Comment from mmd on 29 December 2020 at 14:04
For a sorted, duplicate free (aka “DISTINCT”) list of national park names for the UK you need to use something like https://overpass-turbo.eu/s/11In
Comment from SomeoneElse on 29 December 2020 at 20:54
@mmd - thanks for that. Is there any documentation on what that actually means? For example I can see references to “make stat” at https://wiki.openstreetmap.org/wiki/Overpass_API/Overpass_API_by_Example#Making_a_Table_of_Object_Versions but not much about why it’s needed.
Comment from mmd on 30 December 2020 at 10:55
Apologies, i didn’t mean to throw a random piece of overpass gibberish over the fence… :)
https://dev.overpass-api.de/blog/loop_and_group.html#for has some more details about how the “for” statement works. In the example above this boils down to “for” calculating a number of groups based on the “name” tag, and then iterate over those groups.
Comment from SK53 on 3 January 2021 at 10:35
OSM Ireland used to have a very useful list of polygons which had changed size over a certain percentage, IIRC via Nominatim. Unfortunately it was one of the things which didn’t get restored when servers where switched over (or at least I havent seen it in a while).
Comment from DaveF on 5 January 2021 at 14:57
I believe the best way to detect future problems is to help prevent them occurring. When I imported Cotswolds AONB from Natural England I didn’t reattached to existing ways (especially roads). I believe boundaries rarely run down a road’s centreline, and the data bears that out.

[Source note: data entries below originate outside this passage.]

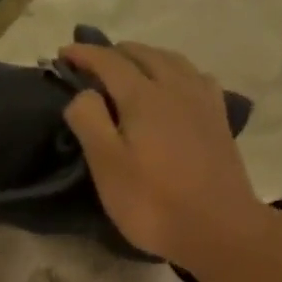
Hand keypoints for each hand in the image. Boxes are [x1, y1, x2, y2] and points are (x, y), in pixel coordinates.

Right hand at [59, 41, 276, 274]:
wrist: (219, 228)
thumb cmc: (154, 203)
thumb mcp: (107, 166)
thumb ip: (89, 121)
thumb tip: (83, 92)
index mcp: (144, 95)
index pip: (109, 61)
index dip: (83, 54)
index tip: (62, 54)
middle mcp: (176, 87)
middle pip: (143, 54)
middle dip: (114, 53)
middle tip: (93, 65)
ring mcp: (203, 101)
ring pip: (172, 61)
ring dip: (146, 58)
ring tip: (131, 69)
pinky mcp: (219, 120)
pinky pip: (196, 78)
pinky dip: (176, 72)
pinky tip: (176, 87)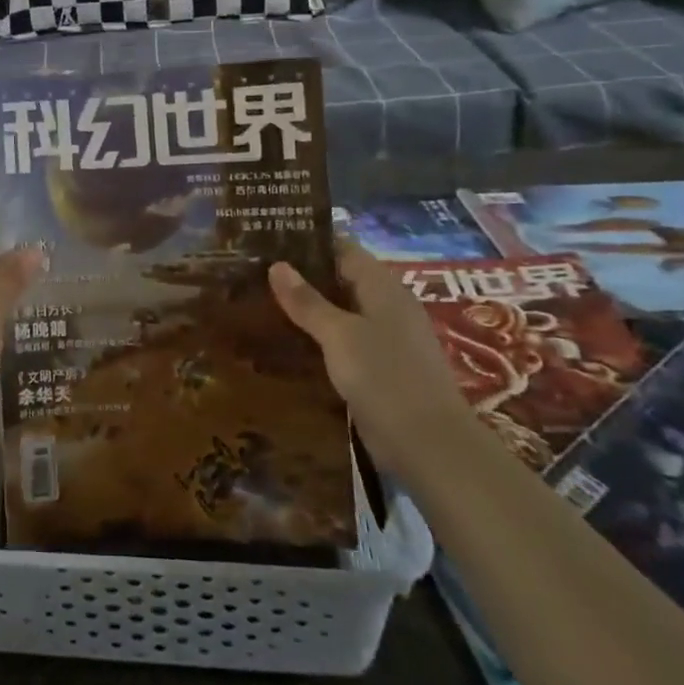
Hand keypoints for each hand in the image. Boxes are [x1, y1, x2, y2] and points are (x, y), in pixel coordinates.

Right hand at [269, 237, 476, 483]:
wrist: (429, 447)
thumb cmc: (386, 378)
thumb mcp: (340, 335)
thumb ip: (307, 301)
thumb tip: (277, 265)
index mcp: (383, 288)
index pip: (343, 249)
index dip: (309, 240)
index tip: (269, 237)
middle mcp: (386, 307)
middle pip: (340, 279)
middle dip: (301, 275)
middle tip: (254, 271)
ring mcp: (385, 340)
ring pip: (339, 313)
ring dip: (306, 309)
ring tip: (259, 303)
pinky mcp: (379, 371)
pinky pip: (342, 343)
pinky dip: (316, 338)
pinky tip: (285, 343)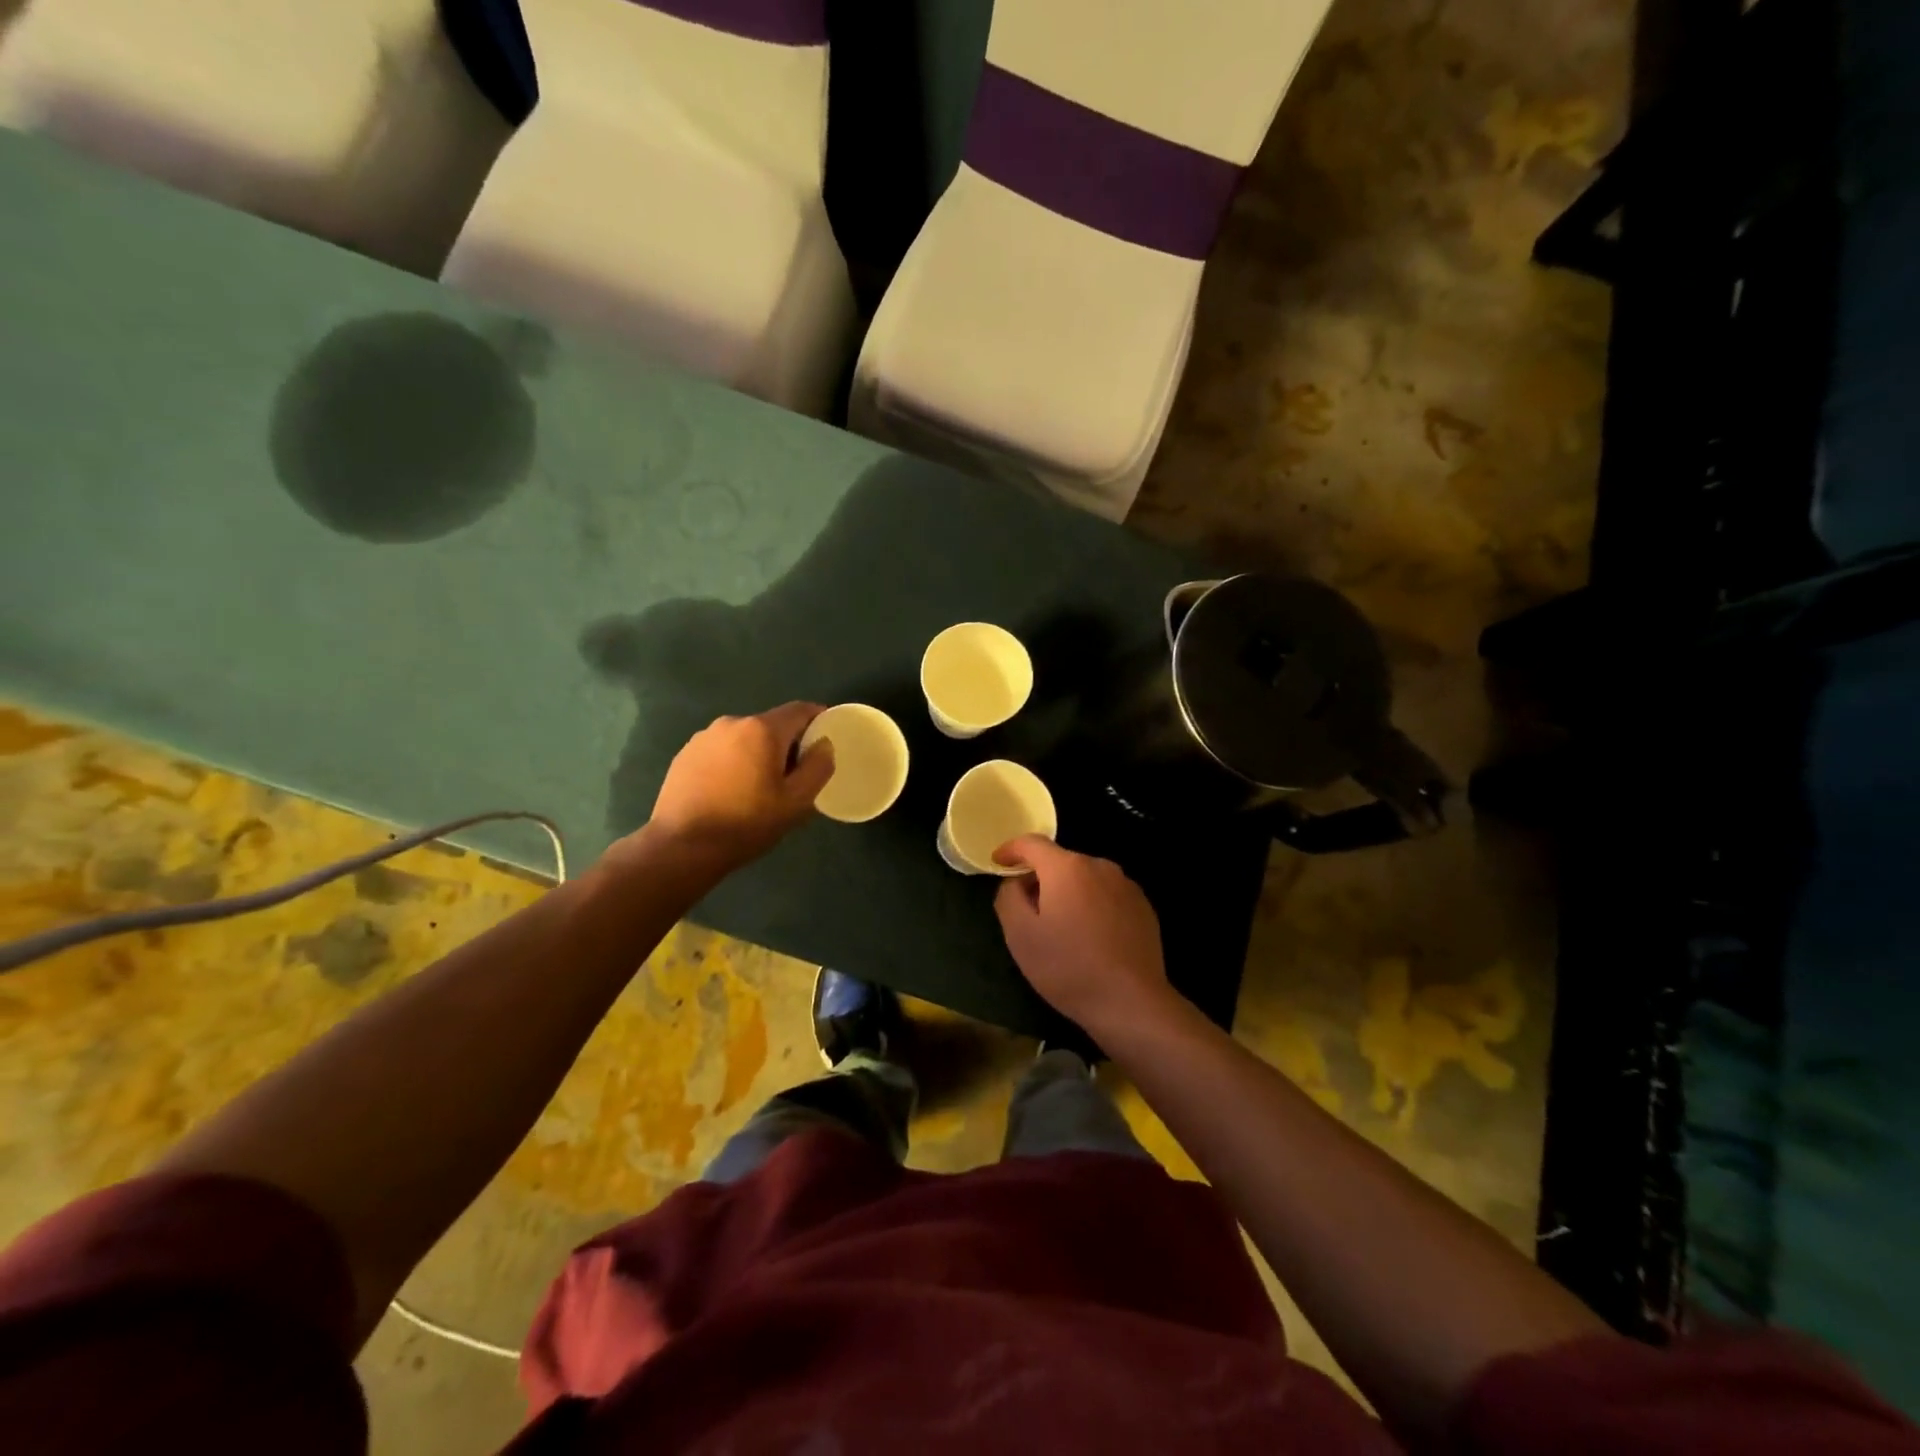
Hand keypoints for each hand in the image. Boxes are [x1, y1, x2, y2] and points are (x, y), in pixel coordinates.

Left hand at [638, 703, 833, 874]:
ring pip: (744, 738)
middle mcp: (732, 722)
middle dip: (787, 744)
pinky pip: (721, 751)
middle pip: (771, 725)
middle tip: (793, 776)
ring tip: (758, 788)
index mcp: (762, 729)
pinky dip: (733, 763)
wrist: (681, 846)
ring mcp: (704, 737)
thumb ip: (818, 767)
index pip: (800, 710)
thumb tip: (823, 745)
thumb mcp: (796, 802)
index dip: (819, 719)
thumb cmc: (746, 823)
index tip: (826, 739)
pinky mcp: (685, 754)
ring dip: (757, 754)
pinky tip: (730, 792)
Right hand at [993, 836, 1180, 1036]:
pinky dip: (1092, 906)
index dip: (1010, 849)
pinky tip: (1090, 937)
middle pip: (1060, 861)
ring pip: (1085, 879)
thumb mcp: (1020, 935)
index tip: (997, 863)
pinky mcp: (1143, 907)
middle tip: (1028, 909)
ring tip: (1061, 927)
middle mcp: (1099, 866)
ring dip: (1068, 893)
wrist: (1131, 1002)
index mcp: (1067, 867)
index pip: (1032, 843)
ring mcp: (1126, 885)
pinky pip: (1107, 895)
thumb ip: (1008, 897)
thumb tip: (1015, 883)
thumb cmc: (1068, 967)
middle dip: (1040, 878)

Some editors don’t clearly define ways with an attached relation but no tags & contributors occasionally, unwittingly, delete them; so I add note tags like this, to clarify: note=Part of Cotswolds AONB relation.
Note “ISO3166-1”=”GB” returns UK wide data, so includes Northern Island.
Comment from SomeoneElse on 6 January 2021 at 20:26
@DaveF agreed - when I fixed one of the southern English ones I drew a new line in deliberately rather than re-use a bit of railway. Didn’t put a note on it though - that would have been a good idea.